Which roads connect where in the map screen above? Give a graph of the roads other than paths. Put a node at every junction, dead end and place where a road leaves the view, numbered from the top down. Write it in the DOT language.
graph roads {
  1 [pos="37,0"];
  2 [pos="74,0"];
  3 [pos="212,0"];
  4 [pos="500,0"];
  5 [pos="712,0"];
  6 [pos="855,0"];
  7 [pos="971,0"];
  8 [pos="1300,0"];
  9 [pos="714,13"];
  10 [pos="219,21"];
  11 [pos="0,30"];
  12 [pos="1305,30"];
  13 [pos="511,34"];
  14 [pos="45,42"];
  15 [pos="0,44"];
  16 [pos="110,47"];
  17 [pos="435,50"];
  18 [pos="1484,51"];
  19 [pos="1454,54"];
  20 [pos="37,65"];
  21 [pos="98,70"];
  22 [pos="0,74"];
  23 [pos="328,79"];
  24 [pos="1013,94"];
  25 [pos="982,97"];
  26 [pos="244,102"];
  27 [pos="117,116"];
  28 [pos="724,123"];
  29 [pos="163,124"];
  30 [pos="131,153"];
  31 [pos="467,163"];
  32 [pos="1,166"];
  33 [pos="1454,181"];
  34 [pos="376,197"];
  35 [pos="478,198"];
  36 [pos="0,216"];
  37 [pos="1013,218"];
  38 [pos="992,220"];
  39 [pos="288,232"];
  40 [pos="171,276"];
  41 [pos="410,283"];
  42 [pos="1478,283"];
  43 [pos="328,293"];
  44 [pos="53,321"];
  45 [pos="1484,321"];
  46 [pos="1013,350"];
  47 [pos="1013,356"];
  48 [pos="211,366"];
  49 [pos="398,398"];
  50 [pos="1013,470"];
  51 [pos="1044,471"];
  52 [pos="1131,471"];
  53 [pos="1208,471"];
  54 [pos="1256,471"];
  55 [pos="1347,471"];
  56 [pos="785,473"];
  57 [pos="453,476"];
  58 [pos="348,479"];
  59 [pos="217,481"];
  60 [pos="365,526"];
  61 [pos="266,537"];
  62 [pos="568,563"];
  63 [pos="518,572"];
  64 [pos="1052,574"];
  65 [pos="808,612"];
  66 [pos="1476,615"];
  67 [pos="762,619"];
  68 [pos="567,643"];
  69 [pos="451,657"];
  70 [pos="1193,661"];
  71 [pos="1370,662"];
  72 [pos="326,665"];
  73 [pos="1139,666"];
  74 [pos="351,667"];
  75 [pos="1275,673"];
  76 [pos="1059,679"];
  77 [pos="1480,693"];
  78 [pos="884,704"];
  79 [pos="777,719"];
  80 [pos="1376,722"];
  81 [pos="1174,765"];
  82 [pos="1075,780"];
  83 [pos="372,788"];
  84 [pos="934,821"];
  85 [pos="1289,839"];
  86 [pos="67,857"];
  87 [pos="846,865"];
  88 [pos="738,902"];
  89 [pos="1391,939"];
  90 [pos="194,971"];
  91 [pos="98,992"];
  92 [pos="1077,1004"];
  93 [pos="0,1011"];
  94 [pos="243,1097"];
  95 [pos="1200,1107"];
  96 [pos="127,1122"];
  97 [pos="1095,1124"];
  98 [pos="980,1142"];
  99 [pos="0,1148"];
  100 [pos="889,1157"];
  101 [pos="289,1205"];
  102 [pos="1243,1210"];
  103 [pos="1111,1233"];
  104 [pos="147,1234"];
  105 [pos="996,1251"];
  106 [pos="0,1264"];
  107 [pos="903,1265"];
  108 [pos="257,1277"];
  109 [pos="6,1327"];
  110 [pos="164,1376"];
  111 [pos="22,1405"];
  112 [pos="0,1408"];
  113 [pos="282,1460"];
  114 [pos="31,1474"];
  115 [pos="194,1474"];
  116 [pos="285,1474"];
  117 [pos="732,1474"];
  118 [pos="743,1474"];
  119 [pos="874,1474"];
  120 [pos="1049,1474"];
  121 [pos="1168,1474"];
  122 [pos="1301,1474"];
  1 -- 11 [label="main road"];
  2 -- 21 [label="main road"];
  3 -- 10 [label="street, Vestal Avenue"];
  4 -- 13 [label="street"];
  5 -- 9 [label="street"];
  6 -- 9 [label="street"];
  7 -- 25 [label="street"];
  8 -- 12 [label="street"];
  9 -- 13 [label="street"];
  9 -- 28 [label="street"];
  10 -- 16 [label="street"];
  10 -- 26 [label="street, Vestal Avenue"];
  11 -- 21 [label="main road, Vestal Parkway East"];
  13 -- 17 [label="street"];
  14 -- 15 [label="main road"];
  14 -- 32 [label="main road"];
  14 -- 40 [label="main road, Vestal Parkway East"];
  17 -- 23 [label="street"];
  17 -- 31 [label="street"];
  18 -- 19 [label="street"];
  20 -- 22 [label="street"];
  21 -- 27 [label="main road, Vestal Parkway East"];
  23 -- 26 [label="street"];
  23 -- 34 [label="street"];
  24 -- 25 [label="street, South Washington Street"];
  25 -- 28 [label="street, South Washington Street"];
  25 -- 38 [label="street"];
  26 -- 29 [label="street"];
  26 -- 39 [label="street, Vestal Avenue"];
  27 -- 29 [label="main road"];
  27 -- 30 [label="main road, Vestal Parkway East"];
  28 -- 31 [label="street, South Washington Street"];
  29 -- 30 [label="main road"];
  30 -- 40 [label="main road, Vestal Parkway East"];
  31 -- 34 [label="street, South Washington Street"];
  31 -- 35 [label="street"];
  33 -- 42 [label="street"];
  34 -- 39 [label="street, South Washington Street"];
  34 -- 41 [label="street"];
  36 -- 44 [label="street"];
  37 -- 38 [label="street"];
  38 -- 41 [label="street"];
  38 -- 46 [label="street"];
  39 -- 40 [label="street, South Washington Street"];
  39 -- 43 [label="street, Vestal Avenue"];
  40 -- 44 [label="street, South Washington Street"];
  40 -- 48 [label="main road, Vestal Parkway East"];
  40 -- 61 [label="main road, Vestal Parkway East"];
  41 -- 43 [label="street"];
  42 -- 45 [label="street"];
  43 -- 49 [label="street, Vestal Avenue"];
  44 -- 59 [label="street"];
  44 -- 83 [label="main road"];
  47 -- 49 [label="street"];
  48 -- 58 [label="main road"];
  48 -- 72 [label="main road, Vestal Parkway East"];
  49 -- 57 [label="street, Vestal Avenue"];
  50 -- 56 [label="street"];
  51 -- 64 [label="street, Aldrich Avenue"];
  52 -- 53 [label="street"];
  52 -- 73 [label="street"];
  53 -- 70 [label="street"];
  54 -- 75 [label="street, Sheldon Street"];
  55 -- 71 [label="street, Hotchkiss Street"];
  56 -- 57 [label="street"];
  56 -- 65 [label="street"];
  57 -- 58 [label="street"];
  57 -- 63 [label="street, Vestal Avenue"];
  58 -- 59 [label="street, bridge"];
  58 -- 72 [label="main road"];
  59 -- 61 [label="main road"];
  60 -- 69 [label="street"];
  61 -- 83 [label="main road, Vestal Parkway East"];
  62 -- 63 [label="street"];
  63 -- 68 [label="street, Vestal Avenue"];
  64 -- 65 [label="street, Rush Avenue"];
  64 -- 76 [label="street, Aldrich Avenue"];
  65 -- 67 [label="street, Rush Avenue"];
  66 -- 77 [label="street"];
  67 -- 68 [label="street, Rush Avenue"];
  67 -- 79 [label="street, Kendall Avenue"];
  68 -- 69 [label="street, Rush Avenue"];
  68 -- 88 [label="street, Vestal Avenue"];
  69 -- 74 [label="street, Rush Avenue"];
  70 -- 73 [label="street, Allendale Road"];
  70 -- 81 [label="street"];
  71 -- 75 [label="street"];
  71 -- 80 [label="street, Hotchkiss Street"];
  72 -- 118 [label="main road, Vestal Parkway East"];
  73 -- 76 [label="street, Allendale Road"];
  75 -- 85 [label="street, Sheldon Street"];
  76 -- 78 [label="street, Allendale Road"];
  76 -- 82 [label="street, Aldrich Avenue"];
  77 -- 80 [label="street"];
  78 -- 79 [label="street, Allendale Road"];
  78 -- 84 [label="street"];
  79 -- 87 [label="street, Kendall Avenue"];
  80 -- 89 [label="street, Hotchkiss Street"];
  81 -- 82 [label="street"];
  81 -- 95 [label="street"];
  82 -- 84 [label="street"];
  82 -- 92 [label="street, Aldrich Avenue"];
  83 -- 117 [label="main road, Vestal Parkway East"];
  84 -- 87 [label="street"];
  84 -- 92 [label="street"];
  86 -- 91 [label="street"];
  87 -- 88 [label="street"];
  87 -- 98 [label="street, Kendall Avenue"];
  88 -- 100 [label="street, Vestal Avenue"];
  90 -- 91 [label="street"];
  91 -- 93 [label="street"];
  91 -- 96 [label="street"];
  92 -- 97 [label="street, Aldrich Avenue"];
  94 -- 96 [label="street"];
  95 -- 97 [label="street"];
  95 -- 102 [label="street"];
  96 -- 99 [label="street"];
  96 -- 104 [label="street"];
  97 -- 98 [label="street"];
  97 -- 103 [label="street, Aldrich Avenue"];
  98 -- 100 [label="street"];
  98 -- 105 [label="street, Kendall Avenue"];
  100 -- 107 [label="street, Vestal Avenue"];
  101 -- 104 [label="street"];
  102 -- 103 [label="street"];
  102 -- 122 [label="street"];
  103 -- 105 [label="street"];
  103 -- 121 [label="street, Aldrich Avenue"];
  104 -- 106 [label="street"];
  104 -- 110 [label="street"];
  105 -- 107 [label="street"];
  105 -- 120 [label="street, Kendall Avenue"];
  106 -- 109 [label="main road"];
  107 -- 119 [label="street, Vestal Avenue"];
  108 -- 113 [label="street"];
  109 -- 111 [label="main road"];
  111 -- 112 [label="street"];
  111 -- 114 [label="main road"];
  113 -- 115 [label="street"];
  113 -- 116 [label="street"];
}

========================

## Activity
Your task is to copy each line from the material above that includes the word "Kendall".

## Exercise result
  67 -- 79 [label="street, Kendall Avenue"];
  79 -- 87 [label="street, Kendall Avenue"];
  87 -- 98 [label="street, Kendall Avenue"];
  98 -- 105 [label="street, Kendall Avenue"];
  105 -- 120 [label="street, Kendall Avenue"];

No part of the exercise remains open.